Skip to content

Infrastructure

Siyâvash edited this page Dec 16, 2025 · 1 revision

Infrastructure

This page provides an overview of ExpoScholar's infrastructure components, operational procedures, and best practices for managing production deployments.

Overview

The infrastructure/ directory serves as the single source of truth for all operational concerns, enabling reproducible deployments, automated operations, security hardening, disaster recovery, and infrastructure-as-code practices.

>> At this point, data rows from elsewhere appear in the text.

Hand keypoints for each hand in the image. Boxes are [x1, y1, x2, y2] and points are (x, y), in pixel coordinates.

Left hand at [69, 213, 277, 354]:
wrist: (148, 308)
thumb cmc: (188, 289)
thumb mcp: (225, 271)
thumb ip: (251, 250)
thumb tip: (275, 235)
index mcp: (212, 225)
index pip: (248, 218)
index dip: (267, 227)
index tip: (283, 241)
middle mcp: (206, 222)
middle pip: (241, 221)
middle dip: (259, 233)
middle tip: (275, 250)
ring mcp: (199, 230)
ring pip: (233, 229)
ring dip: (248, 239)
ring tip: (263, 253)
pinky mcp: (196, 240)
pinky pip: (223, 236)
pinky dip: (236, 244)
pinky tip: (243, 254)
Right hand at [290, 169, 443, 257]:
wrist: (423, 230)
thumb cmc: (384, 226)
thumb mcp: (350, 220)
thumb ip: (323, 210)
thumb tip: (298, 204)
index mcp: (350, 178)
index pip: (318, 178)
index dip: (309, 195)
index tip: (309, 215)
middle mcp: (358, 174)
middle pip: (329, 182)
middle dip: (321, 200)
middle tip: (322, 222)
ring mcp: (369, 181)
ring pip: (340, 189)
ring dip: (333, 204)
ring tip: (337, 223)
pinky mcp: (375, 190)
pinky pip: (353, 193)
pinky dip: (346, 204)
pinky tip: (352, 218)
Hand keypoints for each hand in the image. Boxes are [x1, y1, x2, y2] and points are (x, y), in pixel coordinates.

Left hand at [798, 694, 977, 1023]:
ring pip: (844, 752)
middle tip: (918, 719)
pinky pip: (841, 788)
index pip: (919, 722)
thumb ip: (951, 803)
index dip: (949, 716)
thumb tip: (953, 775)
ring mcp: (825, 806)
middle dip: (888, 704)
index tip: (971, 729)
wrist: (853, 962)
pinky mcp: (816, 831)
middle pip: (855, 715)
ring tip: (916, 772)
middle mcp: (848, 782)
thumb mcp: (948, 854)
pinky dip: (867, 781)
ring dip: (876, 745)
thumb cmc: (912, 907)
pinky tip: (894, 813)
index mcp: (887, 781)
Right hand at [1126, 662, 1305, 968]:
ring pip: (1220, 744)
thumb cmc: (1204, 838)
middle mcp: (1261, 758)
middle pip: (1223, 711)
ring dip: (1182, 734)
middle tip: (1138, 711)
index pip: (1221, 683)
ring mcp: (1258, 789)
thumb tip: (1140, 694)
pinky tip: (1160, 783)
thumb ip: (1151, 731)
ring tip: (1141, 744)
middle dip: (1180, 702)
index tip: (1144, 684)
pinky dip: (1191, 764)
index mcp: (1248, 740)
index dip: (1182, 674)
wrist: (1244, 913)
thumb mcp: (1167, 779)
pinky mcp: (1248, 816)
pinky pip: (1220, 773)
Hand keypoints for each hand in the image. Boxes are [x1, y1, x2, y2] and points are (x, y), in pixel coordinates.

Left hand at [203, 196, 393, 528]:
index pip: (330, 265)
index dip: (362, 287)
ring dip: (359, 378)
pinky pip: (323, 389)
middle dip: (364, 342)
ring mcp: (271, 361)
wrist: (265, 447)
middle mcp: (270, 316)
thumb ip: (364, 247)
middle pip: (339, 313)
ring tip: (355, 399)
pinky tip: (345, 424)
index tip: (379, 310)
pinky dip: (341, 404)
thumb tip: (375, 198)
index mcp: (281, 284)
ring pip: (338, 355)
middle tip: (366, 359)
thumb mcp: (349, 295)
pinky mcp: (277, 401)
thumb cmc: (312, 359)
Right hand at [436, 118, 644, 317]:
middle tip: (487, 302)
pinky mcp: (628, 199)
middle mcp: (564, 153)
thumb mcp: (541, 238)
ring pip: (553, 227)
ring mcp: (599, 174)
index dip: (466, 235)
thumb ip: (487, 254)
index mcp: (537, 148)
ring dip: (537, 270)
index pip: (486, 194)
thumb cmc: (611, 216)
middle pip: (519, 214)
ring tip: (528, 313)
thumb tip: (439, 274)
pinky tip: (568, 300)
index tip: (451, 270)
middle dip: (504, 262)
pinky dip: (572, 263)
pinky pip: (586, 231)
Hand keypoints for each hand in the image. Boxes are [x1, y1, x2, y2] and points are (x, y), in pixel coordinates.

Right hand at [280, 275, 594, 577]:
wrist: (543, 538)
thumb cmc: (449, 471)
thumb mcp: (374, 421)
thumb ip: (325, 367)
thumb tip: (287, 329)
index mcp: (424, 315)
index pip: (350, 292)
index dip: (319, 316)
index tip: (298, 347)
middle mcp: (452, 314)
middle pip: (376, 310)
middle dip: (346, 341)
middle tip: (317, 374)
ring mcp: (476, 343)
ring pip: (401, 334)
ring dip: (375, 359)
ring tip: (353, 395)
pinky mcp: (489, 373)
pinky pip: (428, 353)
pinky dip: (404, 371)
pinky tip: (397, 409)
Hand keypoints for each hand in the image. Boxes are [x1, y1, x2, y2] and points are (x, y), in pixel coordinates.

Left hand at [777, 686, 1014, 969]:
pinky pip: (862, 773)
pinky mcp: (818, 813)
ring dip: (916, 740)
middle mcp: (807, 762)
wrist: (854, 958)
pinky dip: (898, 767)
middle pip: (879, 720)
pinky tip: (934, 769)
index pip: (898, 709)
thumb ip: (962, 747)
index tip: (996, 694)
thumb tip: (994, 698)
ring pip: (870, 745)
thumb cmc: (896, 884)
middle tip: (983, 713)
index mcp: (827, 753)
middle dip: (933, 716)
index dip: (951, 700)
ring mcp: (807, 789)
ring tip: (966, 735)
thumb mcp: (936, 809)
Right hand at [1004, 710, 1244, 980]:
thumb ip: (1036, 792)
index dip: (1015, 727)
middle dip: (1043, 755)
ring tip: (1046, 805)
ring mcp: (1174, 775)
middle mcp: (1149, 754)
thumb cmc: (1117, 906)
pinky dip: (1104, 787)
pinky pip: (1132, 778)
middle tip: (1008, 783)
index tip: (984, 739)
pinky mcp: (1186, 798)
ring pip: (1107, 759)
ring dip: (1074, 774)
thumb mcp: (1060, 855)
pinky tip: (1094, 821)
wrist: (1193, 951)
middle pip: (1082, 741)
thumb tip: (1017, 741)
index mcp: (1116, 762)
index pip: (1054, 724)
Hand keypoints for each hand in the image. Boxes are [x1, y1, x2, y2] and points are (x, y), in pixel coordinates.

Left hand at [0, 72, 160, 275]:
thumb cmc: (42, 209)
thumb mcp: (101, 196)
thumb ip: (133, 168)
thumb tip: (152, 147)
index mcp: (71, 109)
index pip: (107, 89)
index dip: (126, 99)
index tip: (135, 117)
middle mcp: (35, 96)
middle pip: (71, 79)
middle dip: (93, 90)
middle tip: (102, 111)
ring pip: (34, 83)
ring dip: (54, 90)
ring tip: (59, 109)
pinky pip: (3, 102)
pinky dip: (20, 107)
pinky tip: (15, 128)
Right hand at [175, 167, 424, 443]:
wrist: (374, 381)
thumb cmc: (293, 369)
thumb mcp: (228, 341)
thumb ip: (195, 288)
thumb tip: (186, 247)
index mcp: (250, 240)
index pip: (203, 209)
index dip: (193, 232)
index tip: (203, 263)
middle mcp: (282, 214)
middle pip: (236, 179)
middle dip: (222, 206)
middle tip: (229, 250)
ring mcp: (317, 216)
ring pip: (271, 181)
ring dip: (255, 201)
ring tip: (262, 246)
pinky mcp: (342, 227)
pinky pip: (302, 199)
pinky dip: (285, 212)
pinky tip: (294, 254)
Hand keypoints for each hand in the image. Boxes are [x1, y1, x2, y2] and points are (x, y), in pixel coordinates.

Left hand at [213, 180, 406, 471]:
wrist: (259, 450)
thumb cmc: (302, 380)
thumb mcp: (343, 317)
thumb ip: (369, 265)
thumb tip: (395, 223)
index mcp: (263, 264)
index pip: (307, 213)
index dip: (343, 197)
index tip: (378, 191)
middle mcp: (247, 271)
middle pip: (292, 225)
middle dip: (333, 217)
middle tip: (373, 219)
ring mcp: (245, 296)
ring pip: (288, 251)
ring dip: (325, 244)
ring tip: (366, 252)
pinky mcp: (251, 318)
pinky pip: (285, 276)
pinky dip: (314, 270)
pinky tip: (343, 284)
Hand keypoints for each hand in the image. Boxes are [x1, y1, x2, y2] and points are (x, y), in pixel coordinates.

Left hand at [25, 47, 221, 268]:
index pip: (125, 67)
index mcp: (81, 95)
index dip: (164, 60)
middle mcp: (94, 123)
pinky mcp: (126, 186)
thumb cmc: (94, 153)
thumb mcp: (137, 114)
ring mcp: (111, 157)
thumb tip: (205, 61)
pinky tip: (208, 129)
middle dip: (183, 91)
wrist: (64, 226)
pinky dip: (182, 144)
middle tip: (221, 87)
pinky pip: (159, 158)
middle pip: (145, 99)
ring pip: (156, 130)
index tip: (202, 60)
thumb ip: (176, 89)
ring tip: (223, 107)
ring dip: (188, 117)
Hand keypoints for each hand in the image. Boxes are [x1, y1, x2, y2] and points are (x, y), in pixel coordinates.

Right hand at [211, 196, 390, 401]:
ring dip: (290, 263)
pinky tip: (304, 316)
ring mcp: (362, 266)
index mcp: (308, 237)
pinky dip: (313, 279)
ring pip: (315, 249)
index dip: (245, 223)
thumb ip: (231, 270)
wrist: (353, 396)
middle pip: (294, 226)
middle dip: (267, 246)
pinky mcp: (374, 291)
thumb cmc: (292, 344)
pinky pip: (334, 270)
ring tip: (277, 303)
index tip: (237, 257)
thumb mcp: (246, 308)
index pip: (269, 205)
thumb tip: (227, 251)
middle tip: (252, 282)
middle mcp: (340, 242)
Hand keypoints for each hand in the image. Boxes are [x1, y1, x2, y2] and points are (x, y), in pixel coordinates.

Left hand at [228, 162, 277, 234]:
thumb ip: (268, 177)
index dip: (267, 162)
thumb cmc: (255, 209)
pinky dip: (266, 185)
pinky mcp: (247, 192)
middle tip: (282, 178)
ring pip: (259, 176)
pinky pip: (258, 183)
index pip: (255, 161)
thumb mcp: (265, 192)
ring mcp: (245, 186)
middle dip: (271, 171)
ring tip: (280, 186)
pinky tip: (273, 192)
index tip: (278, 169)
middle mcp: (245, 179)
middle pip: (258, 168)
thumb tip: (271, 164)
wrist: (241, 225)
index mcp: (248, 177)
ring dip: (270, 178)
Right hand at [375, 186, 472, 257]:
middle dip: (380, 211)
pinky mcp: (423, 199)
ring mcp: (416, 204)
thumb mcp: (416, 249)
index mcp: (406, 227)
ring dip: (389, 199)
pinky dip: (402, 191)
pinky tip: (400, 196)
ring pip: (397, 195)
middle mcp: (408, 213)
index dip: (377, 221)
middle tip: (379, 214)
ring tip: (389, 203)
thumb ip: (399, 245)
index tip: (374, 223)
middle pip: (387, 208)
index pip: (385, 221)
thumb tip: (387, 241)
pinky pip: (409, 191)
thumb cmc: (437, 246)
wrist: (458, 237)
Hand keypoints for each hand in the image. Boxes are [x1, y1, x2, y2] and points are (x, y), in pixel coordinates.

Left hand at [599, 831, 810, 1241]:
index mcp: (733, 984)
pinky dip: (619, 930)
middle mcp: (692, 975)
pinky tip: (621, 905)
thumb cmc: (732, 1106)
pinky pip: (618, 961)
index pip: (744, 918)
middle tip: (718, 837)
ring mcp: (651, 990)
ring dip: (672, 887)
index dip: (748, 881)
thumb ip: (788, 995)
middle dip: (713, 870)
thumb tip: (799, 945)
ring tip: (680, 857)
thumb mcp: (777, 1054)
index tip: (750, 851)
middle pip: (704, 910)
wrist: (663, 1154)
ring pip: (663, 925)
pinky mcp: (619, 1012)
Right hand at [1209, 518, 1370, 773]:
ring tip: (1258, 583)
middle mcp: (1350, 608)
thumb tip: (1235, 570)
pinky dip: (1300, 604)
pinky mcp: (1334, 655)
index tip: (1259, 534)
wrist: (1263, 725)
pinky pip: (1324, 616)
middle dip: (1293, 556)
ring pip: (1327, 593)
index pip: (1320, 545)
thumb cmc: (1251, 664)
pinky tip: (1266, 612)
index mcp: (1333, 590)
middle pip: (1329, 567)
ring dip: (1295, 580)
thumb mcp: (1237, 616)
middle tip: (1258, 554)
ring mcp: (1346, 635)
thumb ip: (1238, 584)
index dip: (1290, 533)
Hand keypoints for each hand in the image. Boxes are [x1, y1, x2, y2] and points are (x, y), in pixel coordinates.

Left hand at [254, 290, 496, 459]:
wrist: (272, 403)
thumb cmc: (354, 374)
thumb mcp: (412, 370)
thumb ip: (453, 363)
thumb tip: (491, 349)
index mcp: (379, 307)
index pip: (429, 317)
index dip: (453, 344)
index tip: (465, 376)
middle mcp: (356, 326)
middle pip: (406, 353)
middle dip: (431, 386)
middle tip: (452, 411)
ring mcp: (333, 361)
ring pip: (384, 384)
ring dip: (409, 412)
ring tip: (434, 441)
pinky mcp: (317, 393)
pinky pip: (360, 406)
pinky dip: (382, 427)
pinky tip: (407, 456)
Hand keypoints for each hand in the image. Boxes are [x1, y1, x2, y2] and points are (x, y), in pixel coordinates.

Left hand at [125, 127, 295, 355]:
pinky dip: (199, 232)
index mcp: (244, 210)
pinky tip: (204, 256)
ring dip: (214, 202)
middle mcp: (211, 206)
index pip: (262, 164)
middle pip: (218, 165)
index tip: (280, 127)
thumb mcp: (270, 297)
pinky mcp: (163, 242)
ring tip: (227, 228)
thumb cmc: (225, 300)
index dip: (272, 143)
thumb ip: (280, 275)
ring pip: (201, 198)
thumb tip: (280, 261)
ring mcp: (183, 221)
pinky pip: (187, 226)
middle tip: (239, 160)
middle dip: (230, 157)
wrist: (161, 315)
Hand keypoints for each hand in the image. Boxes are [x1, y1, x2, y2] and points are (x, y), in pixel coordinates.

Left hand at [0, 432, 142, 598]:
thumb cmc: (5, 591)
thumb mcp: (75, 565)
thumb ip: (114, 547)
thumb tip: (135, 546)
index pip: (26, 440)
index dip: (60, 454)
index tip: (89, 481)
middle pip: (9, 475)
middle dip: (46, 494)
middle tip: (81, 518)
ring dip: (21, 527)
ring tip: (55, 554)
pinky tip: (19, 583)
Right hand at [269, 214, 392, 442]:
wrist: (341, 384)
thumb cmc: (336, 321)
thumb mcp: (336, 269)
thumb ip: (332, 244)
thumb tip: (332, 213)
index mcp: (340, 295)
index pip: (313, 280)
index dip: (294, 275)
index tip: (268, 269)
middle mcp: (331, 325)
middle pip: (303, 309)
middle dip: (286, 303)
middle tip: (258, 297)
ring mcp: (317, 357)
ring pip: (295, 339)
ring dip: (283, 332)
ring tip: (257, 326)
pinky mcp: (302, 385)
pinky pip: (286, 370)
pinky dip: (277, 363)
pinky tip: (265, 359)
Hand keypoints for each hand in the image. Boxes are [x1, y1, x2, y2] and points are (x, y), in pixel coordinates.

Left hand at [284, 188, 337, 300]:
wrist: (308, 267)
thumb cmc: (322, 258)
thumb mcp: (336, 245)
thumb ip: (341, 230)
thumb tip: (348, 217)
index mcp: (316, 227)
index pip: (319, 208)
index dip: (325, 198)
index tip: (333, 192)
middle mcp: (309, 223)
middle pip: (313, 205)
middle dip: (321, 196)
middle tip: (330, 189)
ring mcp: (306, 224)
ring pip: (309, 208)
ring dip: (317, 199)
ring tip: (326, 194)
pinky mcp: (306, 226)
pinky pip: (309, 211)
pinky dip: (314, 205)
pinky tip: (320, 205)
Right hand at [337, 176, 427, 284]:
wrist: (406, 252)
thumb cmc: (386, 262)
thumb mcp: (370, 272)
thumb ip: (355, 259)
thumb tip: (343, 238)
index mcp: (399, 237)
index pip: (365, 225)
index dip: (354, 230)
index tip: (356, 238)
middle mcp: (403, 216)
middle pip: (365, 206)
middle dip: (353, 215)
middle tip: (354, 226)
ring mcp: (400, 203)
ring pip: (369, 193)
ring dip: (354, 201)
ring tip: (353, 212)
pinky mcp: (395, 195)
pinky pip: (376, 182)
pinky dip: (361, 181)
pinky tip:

Infrastructure components include:

  • Containerization: Docker packaging for consistent deployment across environments
  • Orchestration: Kubernetes for managing containers with automated scaling and health checks
  • Autoscaling: Automatic resource adjustment based on demand
  • Monitoring: System health, performance metrics, and error detection
  • Security: Network policies, bot blocking, honeypots, and access controls
  • Backups: Automated backup jobs with retention policies and restore procedures
  • Cloud Provisioning: Infrastructure-as-code using Terraform

Directory Structure

Path Purpose
docker/ Dockerfiles, docker-compose stacks, Nginx reverse proxy configuration
kubernetes/ Namespace, deployments, services, ingress, secrets, configmaps
autoscaling/ Horizontal/vertical pod autoscalers, cluster autoscaler configurations
maintenance/ Maintenance page template, whitelist examples, runbooks
monitoring/ Prometheus/Alertmanager/Grafana configurations and alert rules
security/ Bot blocker rules, honeypot, network policies, RBAC, Nginx security configurations
backup/ CronJobs for PostgreSQL/Redis/application backups and restore scripts
terraform/ AWS infrastructure-as-code (VPC, compute, storage, networking)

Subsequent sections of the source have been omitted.